La sombra del árbol había cubierto la ventana para cuando pronuncié


las últimas palabras versátiles y poderosas de esa presentación. La
gente dentro del salón estaba sonriente, atenta ante sus propias
miradas y a lo que hacia después de terminar. Les dije un “gracias”
muy atento y me arreglé mi saco, dejando mis manos en las solapas.

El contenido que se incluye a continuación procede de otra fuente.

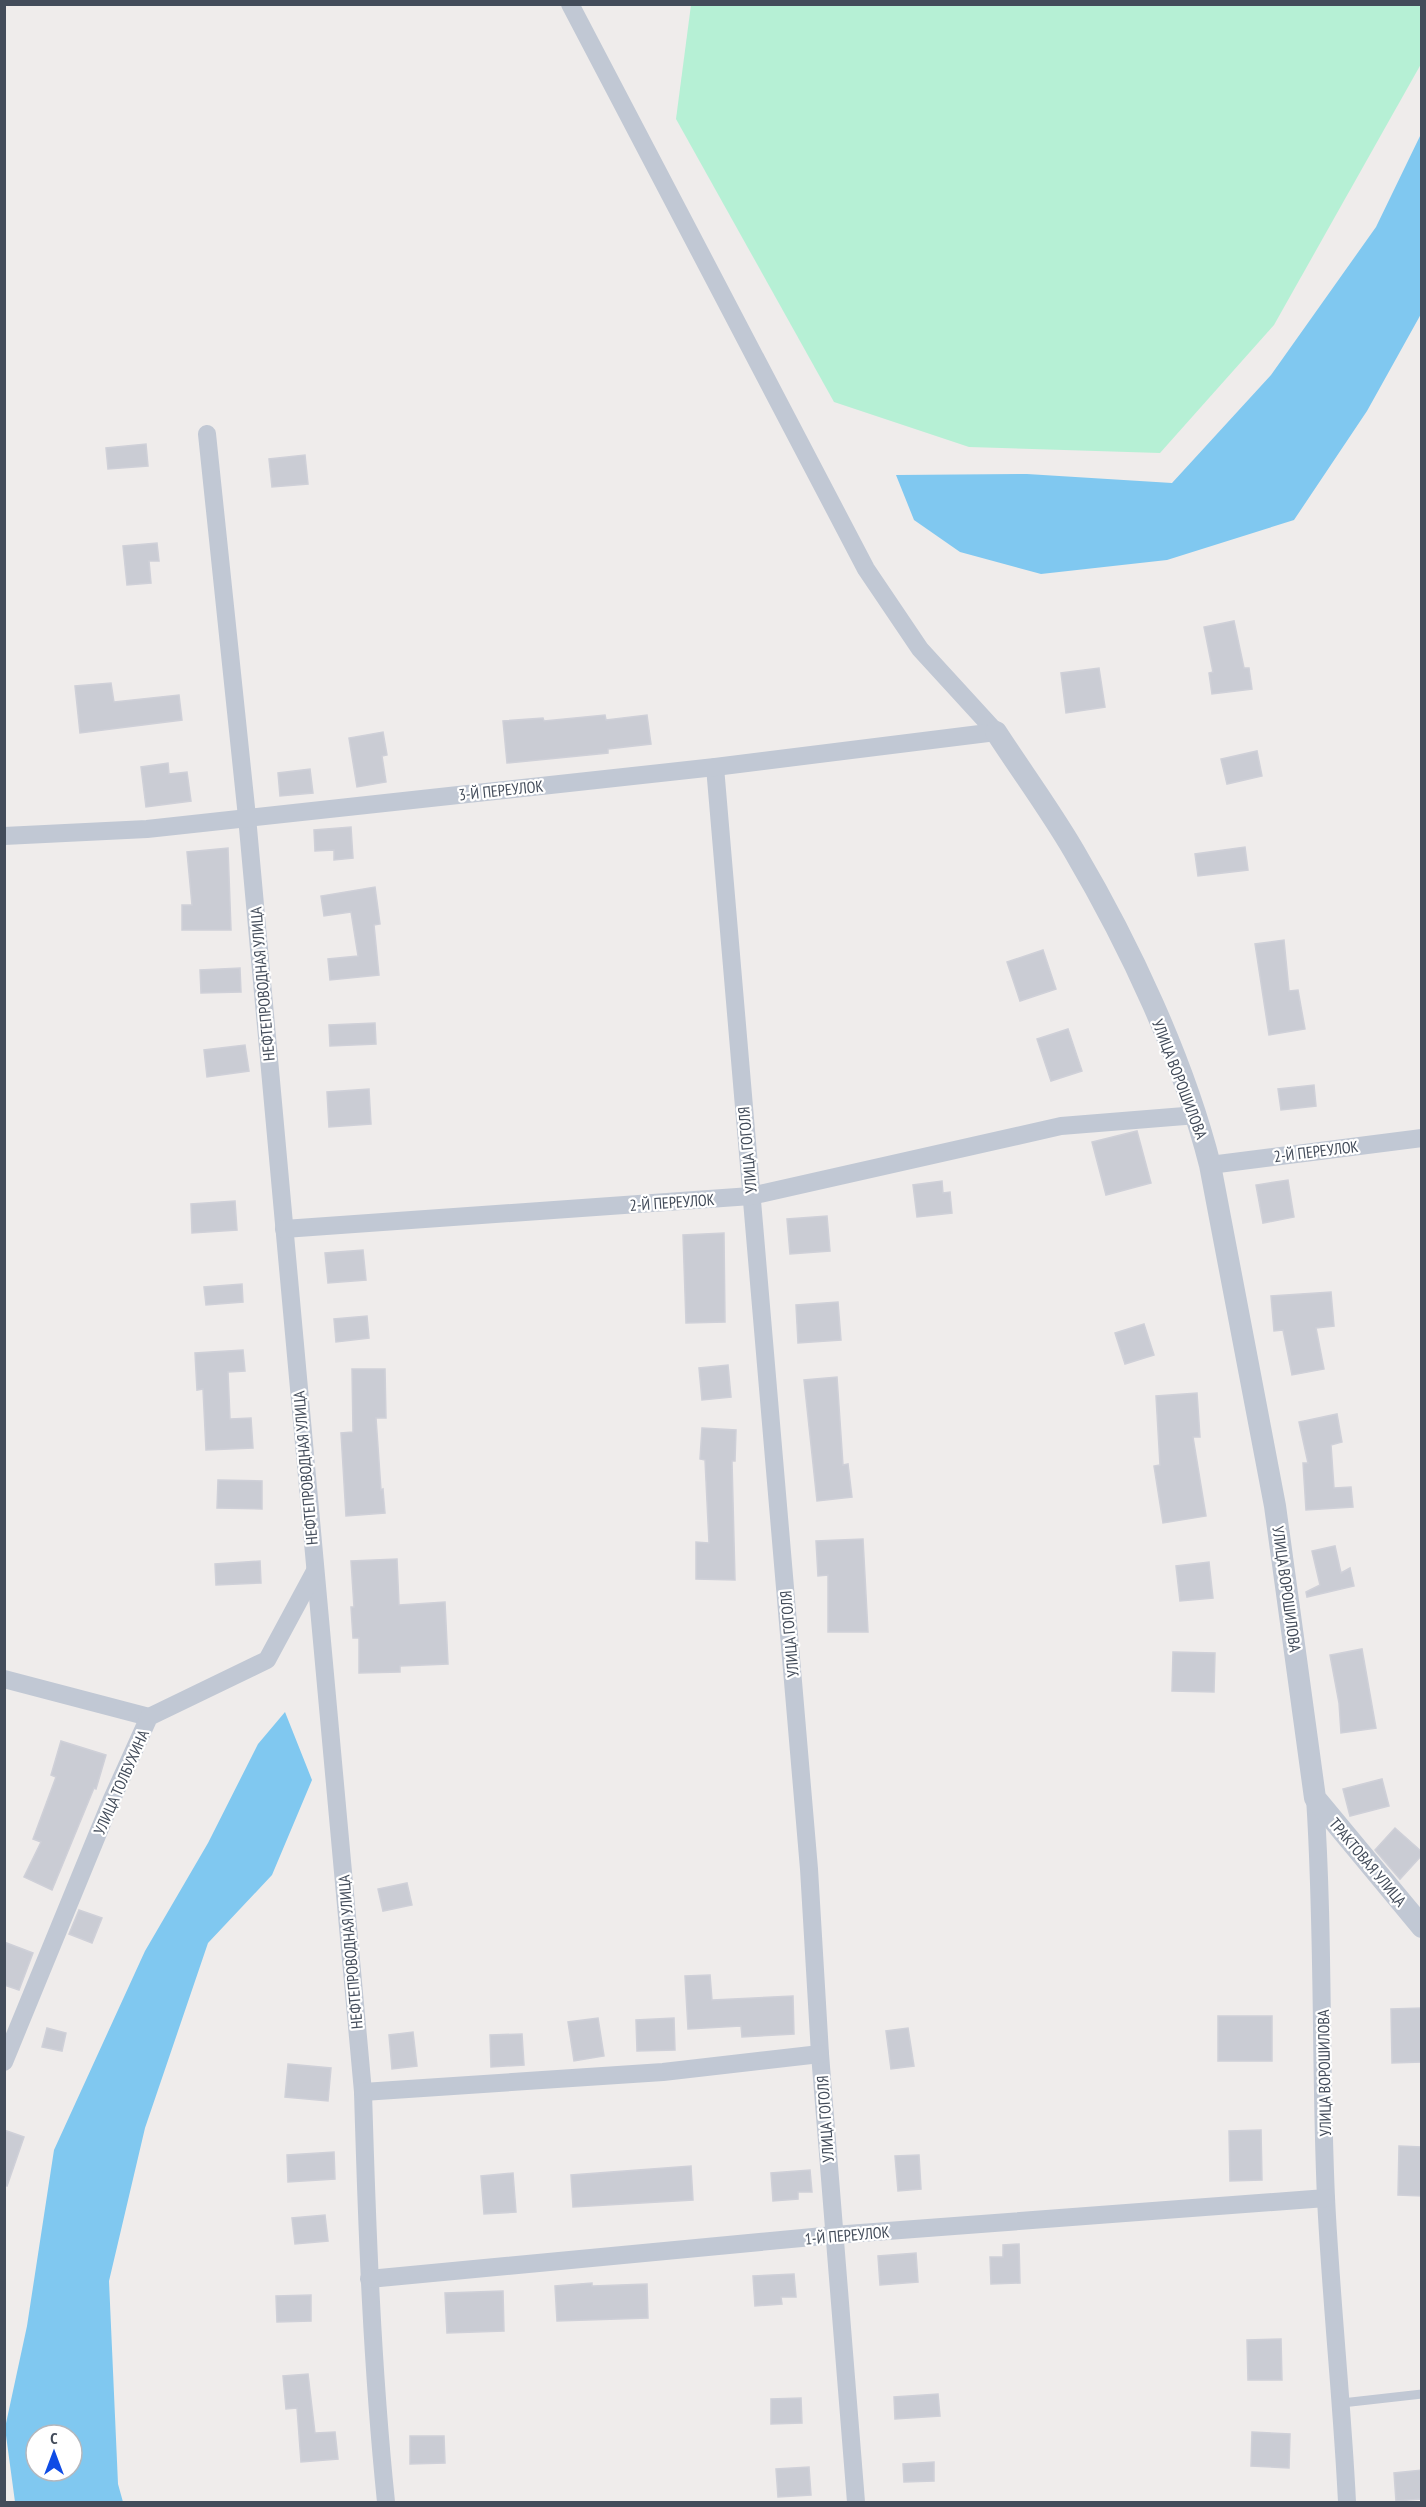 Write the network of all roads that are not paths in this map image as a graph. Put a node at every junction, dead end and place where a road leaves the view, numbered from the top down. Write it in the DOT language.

En el segundo que todos me vieron, como que una mente unánime y
conectada a la de todos ahí dentro, excepto yo, hizo que se quedaran
de esta manera; una de esas bizarras decisiones en masa que solo
pasan de vez en cuando en lo que se cree ver que es una
coincidencia. La profesora se sentó y se me quedó mirando al igual
que ellos. Cada uno tenía una expresión diferente. Unos
despabilándose de estar sentados alrededor de media hora, otros de
interés, otros de descubrimiento al jamás poder ver lo que les había
dicho. Fue cuando decidí revisar la hora en mi celular que quite mi
mirada de todos. El descubrimiento de que eran las diez y media me
hizo prestar atención al silencio que se presentó ante el salón. Voltee
de nuevo para con ellos, y todos estaban llorando por el ojo del lado
izquierdo. La lágrima recorría en unos una mayor parte de sus
mejillas que en otros, en especial de las mujeres. No creí ver lo que
estaba viendo hasta que vi que al expresión de todos se volvió nula,
neutra, cuando no se tiene nada en la mente y los ojos, eterna
conexión a lo profundo de nuestro yo, tiene que demostrar lo que
ocurre dentro. Sentí la incomodidad más extraña que jamás haya
sentido al ver que esto estaba pasando, no es un delirio de mi mente
o una de esas ideas que nacen, estaba ocurriendo tan vivencial y
físico que traté de respirar profundo en un intento por querer saber si
lo que mis sentido me daban a otorgar era cierto. Lo era. Y fue en la
parte en la que sentí temor que vi como todos voltearon rápido para
arriba al mismo tiempo y a la misma velocidad, milimétricamente
exacto el movimiento del cuello. La lágrima comenzó a recorrerles el
cuello a algunos por lo que pasó. Me salí del salón, y los veía por la
ventana como no hacían nada. La mirada que ejercían hacia arriba se
veía tan normal como si les llamara la atención algún pájaro que se
cuelga de un cable. No había parpadeos ni comezón para rascarse la
cabeza o el brazo o alguna parte del cuerpo. No había reacciones
súbitas o suspiros que les hicieran perder la mirada hacia arriba, esto
hizo que un miedo recorriera mi cuerpo, ese que se presenta cuando
tenemos frente a algo que es desconocido para nosotros. Corrí como
hace muchos años que no lo hacia y llame a la dirección de mi
escuela, a la primer secretaria que me encontré dentro de las
oficinas, para decirle que algo pasaba con mi grupo. Los ojos que
puso cuando le dije lo que hacían fueron inigualables, casi
invaluables. Fue a revisar para terminar de creerme, y pocos minutos
después salio del salón con el mismo tipo de miedo que yo seguía
teniendo. Llamó a la ambulancia por su celular, regresando sus ojos a
donde estaban ellos, y pasé por otro salón por el que logré ver por la
ventanilla de la puerta a otras dos personas que veían para arriba. Me
regrese para verlos y estaban igual de inmóviles que los de mi grupo.